Pewnego ranka obudziłam się i zdałam sobie sprawę, iż nie czuję nóg. Z trudem doczołgałam się do telefonu i zadzwoniłam do syna. Odpowiedział: „Mamo, mam teraz dużo spraw, nie mogę przyjechać”. Córka nie odbierała telefonu. Wezwałam pogotowie — przyjechali bez zbędnych pytań.

W szpitalu zdiagnozowano zakrzepicę nóg. Lekarze powiedzieli, iż skrzepy mogły oderwać się w każdej chwili, co mogłoby prowadzić do śmierci. Czekało mnie długie leczenie i ścisły reżim łóżkowy. Błagałam dzieci, aby mnie odwiedziły. Gdy w końcu przyszli, to prosto na sali stwierdzili: „Mamy swoje sprawy, nie możemy się tobą opiekować”.

Córka wytłumaczyła, iż najmłodszy syn zaczyna studia, a żona syna jest chora na grypę. Uznali, iż będzie mi lepiej samej w szpitalu. Takie „ważne” powody, by zostawić matkę w trudnym położeniu.

Po wypisaniu wróciłam do pustego mieszkania. Nie miałam siły choćby przygotować sobie jedzenia. Sąsiadka, Anna Kowalska, zaproponowała pomoc za niewielką opłatą. Stałyśmy się przyjaciółkami, wspierając się nawzajem z naszych skromnych emerytur.

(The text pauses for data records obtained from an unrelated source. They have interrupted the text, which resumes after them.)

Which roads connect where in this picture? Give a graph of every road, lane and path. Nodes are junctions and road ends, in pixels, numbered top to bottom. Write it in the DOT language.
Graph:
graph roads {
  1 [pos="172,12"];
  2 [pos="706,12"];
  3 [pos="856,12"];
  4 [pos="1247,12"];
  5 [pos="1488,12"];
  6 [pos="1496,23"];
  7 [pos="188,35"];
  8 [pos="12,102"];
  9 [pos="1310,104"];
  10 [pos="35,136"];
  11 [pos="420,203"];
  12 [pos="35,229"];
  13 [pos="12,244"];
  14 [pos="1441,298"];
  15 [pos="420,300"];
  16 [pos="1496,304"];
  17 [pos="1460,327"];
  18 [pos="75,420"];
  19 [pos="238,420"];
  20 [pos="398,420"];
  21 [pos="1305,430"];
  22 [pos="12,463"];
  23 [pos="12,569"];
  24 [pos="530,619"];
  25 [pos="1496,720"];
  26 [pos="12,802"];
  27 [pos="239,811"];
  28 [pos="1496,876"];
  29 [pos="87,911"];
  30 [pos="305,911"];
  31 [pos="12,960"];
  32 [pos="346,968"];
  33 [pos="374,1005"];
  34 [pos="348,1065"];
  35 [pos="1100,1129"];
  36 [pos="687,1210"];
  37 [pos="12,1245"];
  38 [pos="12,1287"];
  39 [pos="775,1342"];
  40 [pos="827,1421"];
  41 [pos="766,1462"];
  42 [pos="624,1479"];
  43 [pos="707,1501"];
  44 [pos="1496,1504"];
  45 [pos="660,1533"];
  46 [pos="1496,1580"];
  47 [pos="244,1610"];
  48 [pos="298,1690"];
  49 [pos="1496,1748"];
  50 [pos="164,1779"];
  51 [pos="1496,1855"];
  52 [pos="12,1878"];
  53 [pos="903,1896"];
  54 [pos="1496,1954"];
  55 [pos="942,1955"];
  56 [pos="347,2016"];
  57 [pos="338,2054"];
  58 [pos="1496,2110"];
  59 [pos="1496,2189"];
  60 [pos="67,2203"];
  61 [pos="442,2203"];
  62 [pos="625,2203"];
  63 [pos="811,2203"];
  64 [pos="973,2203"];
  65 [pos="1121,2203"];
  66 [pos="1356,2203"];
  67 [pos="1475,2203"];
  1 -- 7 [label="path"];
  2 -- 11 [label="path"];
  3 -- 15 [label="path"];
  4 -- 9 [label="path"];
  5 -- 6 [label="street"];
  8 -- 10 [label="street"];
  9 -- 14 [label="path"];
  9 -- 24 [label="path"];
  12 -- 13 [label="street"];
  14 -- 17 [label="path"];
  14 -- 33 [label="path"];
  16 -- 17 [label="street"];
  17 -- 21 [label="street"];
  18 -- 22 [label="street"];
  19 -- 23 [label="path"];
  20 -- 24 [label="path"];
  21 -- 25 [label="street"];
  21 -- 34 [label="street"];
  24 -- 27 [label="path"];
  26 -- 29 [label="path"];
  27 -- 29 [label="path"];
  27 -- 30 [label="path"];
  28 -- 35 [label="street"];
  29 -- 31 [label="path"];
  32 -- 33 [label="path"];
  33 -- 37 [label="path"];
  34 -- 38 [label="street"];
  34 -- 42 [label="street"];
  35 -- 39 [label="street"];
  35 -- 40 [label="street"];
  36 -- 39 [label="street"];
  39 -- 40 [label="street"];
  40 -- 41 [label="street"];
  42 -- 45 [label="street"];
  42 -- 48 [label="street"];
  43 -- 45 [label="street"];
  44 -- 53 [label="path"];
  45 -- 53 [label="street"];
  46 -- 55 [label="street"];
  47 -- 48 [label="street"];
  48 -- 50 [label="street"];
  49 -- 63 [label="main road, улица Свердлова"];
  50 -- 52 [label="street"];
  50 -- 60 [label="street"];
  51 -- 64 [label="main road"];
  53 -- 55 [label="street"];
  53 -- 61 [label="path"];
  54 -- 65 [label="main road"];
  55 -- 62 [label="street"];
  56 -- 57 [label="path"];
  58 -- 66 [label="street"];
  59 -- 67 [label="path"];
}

Teraz, spoglądając wstecz, rozumiem: nadmierna opieka i rozpieszczanie nie zastępują prawdziwej miłości i szacunku. Nie nauczyłam moich dzieci cenić i szanować bliskich. W młodości siałam pobłażliwość, a na starość zbieram samotność.

Chcę zaapelować do wszystkich rodziców: nie poświęcajcie się całkowicie dzieciom, nie zapominajcie o sobie. Uczcie ich miłości i szacunku, zamiast tylko zaspokajać ich zachcianki. To, co zasiejecie w ich sercach w młodości, określi, co zbierzecie na starość.